Kontrolle der Geschäftsbücher: wenn ein Unternehmen Einschnitte aufgrund der angeblich schlechten Lage anordnet, muss die Belegschaft überprüfen, wie die finanzielle Situation des Unternehmens wirklich aussieht.

Kontrolle der Produktion: die ArbeiterInnen müssen demokratisch entscheiden, was und wie und für wen sie produzieren. So könnte die verheerende Überproduktionskrise in der Autoindustrie dadurch gelöst werden, dass die ArbeiterInnen auf ökologisch sinnvolle Produkte umsteigen.

Verstaatlichung der Unternehmen, die mit Entlassungen drohen: statt die Zerstörung von Arbeitsplätzen zu akzeptieren, muss der Staat gezwungen werden, die Haftung zu übernehmen. Jedoch sollte nicht eine staatliche Bürokratie, sondern die Belegschaften selbst die Produktion kontrollieren.

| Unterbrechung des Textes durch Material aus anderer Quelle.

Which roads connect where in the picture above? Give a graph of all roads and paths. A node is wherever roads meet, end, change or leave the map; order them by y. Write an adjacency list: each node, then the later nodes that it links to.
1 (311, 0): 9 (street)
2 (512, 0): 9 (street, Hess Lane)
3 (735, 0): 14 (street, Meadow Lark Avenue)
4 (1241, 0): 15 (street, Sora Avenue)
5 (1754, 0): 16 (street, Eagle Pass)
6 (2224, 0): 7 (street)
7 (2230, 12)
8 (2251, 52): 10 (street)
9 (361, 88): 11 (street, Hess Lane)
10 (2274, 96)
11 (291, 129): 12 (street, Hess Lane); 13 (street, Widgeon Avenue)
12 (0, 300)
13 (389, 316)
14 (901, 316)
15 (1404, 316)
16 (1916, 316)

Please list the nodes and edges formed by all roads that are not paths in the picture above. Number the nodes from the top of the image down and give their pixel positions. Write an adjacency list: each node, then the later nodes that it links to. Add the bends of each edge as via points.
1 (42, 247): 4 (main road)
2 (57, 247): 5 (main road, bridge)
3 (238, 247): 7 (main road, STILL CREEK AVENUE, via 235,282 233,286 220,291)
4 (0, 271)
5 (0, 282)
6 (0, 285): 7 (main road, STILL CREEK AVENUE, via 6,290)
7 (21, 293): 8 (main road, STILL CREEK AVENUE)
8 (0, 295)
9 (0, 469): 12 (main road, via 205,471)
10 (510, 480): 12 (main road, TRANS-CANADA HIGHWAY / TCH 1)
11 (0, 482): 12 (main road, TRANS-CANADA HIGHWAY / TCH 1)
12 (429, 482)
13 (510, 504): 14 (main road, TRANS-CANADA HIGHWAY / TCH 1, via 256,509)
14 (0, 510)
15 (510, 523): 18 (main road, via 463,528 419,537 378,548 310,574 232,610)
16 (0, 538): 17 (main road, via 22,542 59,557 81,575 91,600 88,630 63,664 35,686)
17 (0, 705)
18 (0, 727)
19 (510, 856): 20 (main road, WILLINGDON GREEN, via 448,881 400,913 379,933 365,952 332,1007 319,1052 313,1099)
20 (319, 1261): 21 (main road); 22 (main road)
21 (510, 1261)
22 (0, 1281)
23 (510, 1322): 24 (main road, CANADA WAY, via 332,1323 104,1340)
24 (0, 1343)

Um dieses Programm umzusetzen:

eine Basisbewegung in den Gewerkschaften: da die Gewerkschaftsführungen das kapitalistische System mitgestalten (und dadurch erhebliche Privilegien bekommen), müssen die Betroffenen an der Gewerkschaftsbasis sich selbständig organisieren.

eine revolutionäre Organisation: die „SozialistInnen“ von SPD oder Linkspartei beteiligen sich an kapitalistischen Regierungen und spielen damit nur Arzt/Ärztin am Krankenbett des Kapitalismus. Es bedarf einer Organisation der ArbeiterInnen, die die Kämpfe gegen die Folgen der Krise systematisch zum Sturz des Kapitalismus zusammenführt.

eine ArbeiterInnenregierung, die sich auf demokratische Räte stützt: denn eine bürgerliche Regierung, die sich auf den bürgerlichen Staat stützt, kann nie im Interesse der ArbeiterInnen handeln. Notwendig ist der Sturz dieses Staates und seine Ersetzung durch die Selbstverwaltung der ArbeiterInnenklasse.